[Stored data entries]
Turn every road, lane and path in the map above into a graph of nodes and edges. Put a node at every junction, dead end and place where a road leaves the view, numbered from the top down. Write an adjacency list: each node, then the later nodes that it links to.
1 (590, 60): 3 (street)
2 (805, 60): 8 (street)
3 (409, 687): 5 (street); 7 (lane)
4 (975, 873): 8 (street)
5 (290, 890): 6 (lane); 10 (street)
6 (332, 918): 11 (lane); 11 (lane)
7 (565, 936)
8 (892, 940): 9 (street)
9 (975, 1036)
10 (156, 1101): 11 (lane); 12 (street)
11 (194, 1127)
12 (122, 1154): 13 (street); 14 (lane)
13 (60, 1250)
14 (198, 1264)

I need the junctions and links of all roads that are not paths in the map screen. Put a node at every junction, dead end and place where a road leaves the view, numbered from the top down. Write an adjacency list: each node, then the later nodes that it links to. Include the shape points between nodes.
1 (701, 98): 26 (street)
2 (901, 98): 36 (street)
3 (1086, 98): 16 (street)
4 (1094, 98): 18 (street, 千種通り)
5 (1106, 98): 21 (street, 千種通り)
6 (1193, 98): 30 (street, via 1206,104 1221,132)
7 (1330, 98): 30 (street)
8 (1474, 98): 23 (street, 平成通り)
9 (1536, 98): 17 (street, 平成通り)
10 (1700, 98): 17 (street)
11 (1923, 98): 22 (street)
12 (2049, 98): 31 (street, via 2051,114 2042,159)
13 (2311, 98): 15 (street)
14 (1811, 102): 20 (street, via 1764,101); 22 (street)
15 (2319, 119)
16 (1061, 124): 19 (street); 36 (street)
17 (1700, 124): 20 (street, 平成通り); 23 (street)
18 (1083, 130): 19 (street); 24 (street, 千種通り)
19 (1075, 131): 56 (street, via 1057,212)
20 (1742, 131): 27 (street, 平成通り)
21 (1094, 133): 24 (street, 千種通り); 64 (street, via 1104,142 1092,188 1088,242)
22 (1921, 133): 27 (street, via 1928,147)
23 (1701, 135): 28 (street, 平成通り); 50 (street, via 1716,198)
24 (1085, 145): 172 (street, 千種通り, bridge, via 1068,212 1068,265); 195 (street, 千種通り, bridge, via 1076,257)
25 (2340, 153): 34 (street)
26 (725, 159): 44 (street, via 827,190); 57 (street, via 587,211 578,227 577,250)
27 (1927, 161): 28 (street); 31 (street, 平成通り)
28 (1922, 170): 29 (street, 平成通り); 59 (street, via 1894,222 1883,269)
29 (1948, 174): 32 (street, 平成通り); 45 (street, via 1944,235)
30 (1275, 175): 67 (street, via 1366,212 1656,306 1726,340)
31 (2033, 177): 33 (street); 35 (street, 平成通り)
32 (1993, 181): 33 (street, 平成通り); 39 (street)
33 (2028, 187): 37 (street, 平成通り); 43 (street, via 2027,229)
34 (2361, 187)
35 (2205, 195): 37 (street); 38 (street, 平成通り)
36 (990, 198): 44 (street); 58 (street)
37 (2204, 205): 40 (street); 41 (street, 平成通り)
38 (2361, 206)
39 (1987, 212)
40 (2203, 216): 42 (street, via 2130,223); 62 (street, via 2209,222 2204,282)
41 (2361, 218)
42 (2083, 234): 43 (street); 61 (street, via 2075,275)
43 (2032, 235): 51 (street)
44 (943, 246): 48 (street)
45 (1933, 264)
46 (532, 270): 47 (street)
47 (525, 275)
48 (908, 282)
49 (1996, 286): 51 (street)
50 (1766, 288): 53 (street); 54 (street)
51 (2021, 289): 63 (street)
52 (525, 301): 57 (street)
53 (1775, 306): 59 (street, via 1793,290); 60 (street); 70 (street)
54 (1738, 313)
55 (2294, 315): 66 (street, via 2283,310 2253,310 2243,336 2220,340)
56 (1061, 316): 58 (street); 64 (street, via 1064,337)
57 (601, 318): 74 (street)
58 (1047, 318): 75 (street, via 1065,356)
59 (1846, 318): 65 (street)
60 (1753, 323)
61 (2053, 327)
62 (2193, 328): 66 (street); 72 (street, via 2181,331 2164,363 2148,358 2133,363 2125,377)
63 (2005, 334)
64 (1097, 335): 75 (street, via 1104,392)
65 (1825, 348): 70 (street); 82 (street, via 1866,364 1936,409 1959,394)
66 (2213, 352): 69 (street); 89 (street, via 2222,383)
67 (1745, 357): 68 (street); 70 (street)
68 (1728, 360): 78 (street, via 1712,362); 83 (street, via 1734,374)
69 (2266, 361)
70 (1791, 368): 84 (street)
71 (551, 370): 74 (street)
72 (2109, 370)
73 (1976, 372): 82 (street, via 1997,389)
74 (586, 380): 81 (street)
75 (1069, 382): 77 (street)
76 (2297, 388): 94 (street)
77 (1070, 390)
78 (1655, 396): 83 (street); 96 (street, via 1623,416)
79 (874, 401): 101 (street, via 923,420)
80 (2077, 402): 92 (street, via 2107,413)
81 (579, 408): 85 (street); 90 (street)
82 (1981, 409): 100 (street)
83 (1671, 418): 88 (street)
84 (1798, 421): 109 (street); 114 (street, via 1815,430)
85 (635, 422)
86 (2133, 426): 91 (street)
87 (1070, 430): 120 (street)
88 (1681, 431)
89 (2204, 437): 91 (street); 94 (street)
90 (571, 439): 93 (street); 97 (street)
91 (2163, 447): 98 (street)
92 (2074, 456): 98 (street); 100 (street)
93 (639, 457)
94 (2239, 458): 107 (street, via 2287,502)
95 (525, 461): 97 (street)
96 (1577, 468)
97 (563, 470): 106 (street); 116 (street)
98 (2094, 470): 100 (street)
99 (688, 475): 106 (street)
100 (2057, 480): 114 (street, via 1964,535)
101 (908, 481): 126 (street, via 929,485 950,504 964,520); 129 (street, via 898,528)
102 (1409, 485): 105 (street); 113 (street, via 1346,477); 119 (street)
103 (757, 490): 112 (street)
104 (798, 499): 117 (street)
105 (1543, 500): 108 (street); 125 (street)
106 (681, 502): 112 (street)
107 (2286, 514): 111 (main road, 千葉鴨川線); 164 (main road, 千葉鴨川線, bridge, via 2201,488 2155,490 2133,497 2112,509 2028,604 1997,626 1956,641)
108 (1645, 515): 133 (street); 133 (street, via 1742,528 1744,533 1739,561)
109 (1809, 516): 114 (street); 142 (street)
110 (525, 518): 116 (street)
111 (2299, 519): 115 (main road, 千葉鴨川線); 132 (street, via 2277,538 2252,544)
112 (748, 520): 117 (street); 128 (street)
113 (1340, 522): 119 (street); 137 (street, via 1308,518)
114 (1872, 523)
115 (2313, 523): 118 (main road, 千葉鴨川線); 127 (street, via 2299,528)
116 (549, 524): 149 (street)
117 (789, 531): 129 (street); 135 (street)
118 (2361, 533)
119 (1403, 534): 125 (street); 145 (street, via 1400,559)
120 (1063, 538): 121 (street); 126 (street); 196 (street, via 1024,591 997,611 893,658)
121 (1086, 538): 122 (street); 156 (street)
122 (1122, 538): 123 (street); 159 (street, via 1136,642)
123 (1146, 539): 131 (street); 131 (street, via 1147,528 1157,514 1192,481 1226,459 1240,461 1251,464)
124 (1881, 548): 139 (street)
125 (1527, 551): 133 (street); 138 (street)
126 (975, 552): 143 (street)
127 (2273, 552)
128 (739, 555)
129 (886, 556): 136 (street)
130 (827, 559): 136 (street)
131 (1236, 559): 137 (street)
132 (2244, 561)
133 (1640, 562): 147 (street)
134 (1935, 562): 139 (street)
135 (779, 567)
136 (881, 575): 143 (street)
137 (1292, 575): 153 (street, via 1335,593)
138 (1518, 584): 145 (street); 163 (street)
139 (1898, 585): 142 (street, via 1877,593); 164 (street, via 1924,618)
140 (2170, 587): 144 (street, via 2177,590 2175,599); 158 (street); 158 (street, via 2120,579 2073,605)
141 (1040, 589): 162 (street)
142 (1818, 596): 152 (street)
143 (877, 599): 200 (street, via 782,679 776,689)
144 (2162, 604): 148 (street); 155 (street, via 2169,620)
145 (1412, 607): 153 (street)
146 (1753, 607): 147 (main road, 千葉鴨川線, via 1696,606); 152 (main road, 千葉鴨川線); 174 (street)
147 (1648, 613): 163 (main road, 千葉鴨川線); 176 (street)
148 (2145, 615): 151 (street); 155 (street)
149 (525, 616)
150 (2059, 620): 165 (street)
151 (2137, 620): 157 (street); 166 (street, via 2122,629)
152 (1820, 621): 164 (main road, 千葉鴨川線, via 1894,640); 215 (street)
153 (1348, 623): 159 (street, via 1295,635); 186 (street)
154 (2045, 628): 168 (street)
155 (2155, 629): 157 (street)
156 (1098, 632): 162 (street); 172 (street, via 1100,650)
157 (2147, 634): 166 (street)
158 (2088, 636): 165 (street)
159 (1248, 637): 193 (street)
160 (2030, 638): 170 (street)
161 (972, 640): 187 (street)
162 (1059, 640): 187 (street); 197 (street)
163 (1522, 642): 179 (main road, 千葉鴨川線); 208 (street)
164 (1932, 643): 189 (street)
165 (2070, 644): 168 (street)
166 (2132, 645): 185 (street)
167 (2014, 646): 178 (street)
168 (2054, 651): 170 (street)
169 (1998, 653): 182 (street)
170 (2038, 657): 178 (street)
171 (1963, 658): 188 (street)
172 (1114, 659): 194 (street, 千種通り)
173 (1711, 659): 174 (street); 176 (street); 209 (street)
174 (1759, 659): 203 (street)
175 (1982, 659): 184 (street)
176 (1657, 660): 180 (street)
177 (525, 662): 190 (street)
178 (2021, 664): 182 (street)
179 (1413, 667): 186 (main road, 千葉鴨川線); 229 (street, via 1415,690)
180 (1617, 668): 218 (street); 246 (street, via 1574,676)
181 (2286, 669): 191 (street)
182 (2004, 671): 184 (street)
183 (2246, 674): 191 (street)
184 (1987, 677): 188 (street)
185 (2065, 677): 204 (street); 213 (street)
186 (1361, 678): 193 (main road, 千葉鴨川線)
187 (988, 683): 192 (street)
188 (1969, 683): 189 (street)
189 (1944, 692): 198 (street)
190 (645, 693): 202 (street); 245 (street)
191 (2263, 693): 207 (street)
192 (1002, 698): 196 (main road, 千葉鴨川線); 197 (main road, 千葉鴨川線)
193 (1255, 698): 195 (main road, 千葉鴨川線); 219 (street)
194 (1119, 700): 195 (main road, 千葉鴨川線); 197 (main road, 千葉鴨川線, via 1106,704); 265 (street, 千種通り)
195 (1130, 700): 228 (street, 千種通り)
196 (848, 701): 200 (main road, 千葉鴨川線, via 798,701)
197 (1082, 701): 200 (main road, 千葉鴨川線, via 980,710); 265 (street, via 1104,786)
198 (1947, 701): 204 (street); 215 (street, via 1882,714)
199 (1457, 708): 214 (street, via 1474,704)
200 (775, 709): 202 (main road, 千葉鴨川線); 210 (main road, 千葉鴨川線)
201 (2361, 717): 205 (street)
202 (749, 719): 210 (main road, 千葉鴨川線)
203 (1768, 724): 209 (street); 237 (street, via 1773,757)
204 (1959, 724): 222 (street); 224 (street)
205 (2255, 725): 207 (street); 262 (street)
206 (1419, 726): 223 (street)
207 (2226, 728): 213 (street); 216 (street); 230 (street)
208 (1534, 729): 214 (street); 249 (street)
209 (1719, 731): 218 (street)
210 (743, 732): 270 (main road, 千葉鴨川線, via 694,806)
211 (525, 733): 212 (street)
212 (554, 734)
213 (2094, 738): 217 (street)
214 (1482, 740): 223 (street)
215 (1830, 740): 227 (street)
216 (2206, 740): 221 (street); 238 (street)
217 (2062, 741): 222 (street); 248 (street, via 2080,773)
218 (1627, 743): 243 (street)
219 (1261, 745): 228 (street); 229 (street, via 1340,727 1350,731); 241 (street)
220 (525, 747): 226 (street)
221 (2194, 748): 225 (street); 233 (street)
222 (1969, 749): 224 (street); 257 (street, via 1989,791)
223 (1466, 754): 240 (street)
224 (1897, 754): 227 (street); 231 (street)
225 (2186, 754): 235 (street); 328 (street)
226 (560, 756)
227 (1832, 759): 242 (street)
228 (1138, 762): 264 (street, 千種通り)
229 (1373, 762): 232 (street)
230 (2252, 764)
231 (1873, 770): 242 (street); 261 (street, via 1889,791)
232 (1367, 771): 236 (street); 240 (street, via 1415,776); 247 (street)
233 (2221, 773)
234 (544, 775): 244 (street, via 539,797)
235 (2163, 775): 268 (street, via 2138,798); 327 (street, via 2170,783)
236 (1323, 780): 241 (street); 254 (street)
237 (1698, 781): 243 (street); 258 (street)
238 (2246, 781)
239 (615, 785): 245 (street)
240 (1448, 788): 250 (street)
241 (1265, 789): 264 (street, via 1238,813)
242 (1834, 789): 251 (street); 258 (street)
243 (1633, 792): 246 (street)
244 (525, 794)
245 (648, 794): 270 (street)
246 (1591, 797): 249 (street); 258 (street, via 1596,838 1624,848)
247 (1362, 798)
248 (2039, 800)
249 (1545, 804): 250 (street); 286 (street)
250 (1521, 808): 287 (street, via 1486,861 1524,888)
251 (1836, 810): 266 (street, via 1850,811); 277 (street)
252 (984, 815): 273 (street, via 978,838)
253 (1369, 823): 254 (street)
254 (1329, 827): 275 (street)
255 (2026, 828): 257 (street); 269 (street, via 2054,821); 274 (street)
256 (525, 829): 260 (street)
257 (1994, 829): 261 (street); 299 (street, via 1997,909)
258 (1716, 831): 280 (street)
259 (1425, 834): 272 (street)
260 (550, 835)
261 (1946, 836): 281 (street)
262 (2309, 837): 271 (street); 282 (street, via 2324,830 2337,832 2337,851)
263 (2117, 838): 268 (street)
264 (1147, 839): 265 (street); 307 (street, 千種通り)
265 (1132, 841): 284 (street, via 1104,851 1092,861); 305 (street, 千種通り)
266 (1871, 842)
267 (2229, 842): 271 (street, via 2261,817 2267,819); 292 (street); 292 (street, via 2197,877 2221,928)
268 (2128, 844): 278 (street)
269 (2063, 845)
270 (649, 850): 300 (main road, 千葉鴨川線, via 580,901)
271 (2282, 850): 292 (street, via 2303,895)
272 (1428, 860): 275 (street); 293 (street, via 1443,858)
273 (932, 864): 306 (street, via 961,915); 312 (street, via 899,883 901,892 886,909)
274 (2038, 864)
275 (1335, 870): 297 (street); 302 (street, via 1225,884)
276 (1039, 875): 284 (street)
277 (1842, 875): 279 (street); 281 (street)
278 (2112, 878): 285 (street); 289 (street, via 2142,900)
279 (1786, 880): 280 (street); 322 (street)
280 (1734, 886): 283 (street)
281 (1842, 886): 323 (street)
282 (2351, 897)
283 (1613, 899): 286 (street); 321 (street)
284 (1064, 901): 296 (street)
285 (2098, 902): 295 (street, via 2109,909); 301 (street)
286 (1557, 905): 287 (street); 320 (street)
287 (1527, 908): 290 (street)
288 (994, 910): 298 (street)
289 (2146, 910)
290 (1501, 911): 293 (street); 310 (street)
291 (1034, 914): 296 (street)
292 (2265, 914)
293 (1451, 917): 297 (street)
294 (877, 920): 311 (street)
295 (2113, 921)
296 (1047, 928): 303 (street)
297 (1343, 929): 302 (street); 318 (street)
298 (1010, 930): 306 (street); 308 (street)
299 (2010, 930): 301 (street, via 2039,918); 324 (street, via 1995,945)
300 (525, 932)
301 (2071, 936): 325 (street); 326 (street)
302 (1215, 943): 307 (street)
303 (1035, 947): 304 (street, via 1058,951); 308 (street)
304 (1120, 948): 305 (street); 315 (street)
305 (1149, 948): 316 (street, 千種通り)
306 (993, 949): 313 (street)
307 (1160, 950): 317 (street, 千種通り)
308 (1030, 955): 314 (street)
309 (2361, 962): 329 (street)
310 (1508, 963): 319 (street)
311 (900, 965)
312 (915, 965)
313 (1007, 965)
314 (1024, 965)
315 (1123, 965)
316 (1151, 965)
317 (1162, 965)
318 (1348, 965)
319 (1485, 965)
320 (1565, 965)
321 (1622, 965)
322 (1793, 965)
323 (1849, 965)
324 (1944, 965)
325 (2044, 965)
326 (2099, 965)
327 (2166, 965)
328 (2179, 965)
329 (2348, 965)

= Task to carry out =
Give the number of lines in the data above that contain the word "bridge", with no accompanying text.

= Result of this exercise =
2